### PROBLEM DESCRIPTION
Somewhere in the records below is a line containing "middle dip: (1153, 885)". Copy that line and everything after it through the end, unchanged.

[EXERCISE INPUTS Boundary: Start]

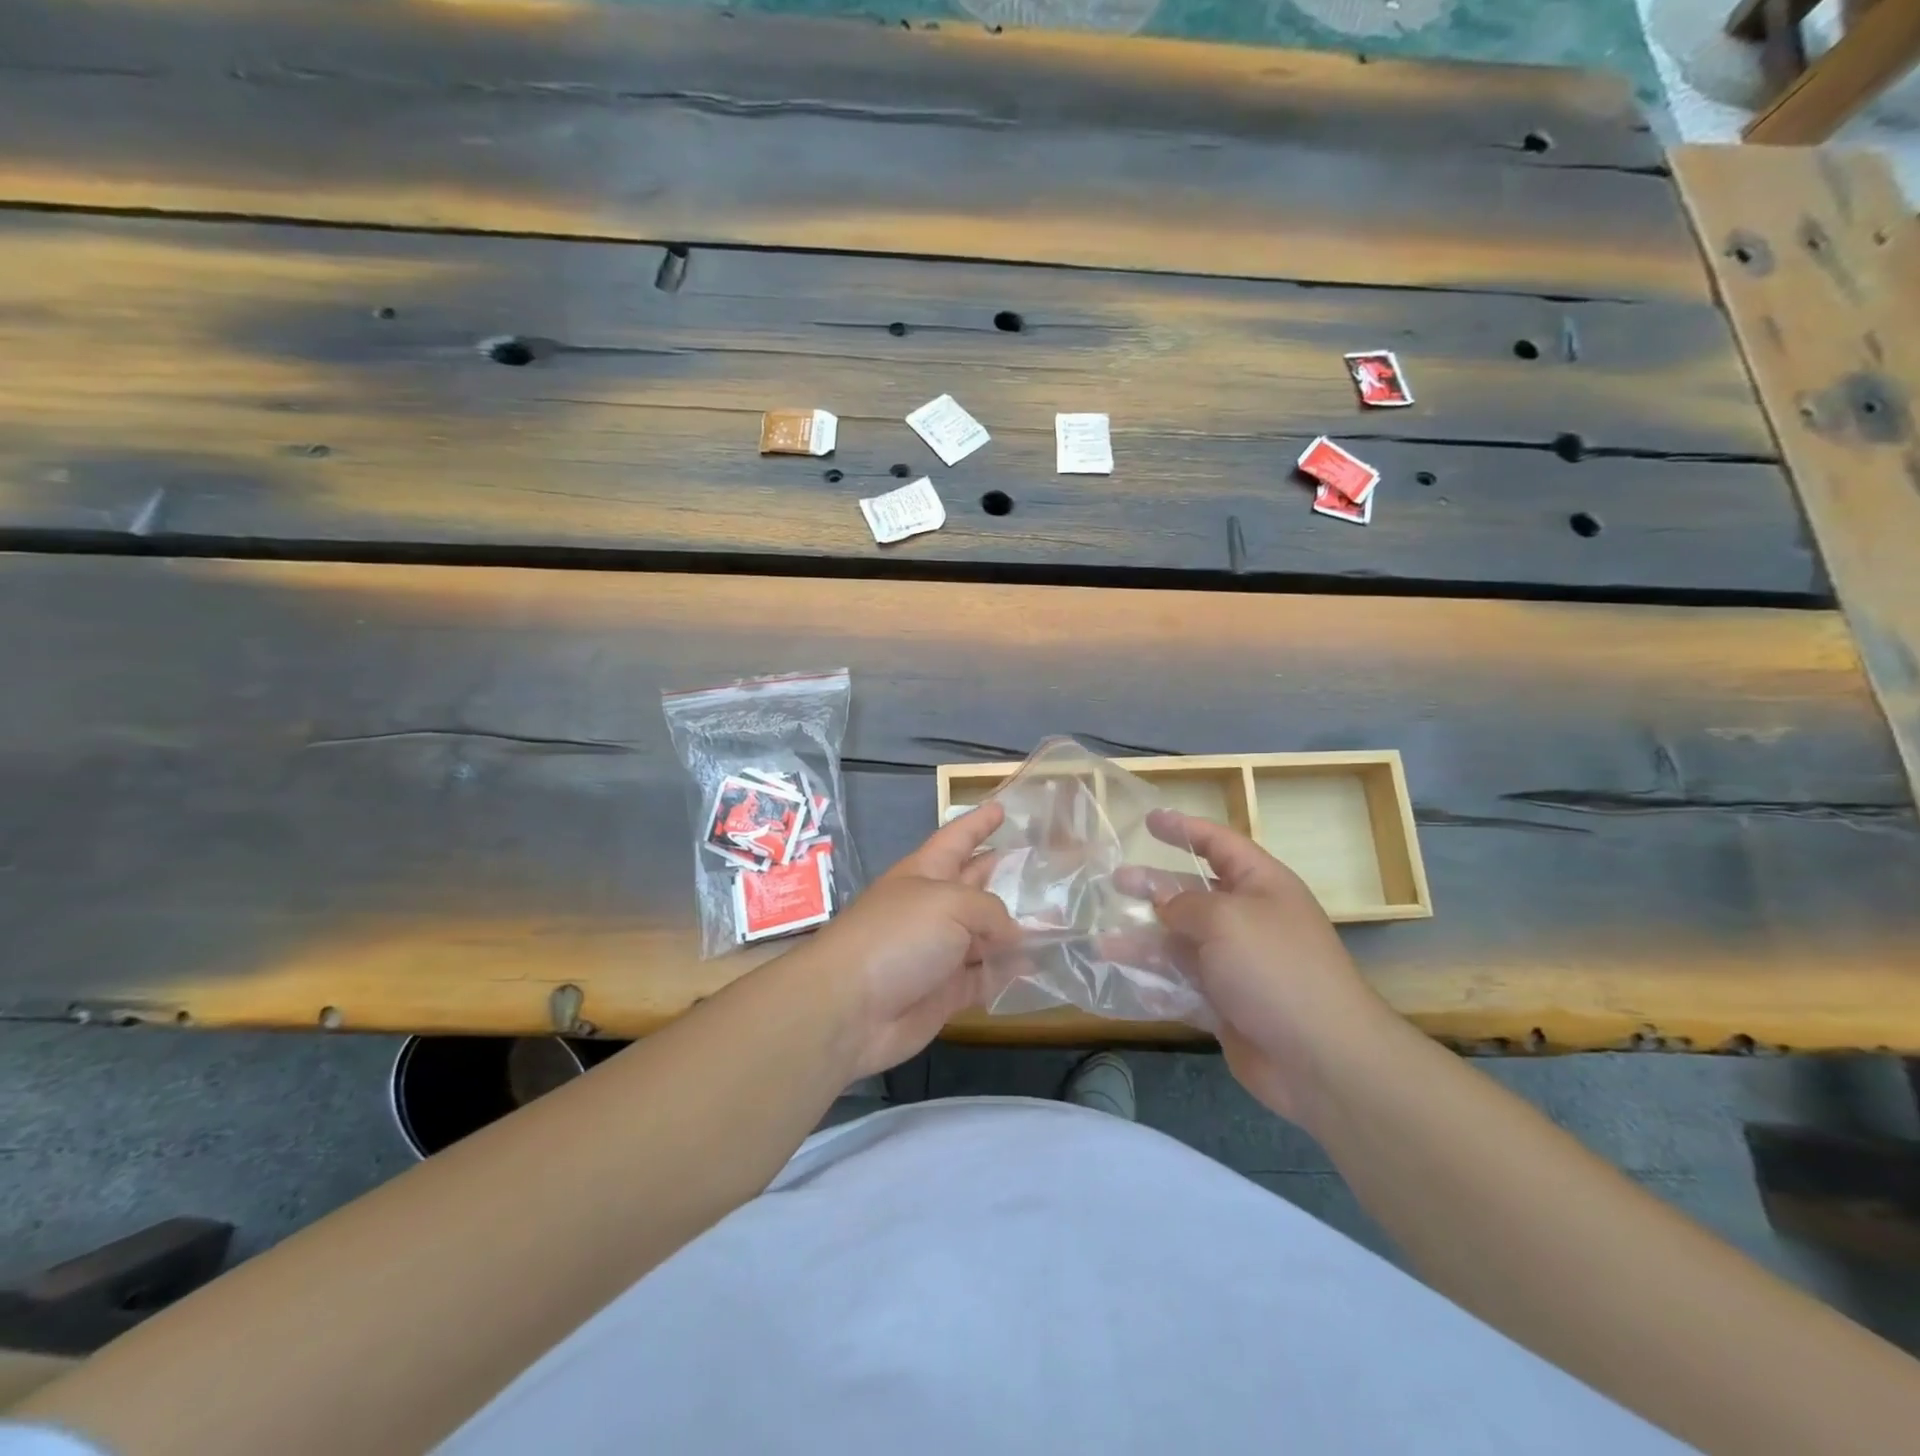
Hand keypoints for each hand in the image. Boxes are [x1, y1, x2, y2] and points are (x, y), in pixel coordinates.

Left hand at [794, 803, 1018, 1078]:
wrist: (850, 1008)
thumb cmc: (898, 936)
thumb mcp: (950, 904)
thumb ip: (991, 911)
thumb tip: (1012, 934)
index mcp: (926, 872)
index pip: (958, 838)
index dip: (979, 822)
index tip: (1003, 807)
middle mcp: (934, 907)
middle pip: (976, 884)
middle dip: (1005, 873)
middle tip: (1045, 866)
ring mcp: (939, 950)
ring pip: (987, 934)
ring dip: (1018, 928)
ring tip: (1060, 920)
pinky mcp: (946, 991)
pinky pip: (986, 976)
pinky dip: (1009, 972)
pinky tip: (1040, 966)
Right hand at [1121, 811, 1409, 1126]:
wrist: (1319, 1057)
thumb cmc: (1274, 968)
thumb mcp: (1225, 919)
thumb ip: (1184, 904)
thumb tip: (1164, 906)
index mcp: (1261, 885)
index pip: (1219, 843)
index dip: (1184, 829)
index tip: (1149, 819)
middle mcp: (1248, 919)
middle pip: (1192, 892)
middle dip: (1153, 885)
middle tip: (1115, 880)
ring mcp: (1235, 964)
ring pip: (1179, 941)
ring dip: (1143, 938)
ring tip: (1103, 938)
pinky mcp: (1224, 1004)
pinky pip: (1180, 984)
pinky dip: (1153, 981)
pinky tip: (1122, 978)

[EXERCISE INPUTS Boundary: End]

### SOLUTION FOR THIS TASK
middle dip: (1153, 885)
middle tip: (1115, 880)
ring mcp: (1235, 964)
ring pip: (1179, 941)
ring dip: (1143, 938)
ring tip: (1103, 938)
pinky mcp: (1224, 1004)
pinky pip: (1180, 984)
pinky dip: (1153, 981)
pinky tip: (1122, 978)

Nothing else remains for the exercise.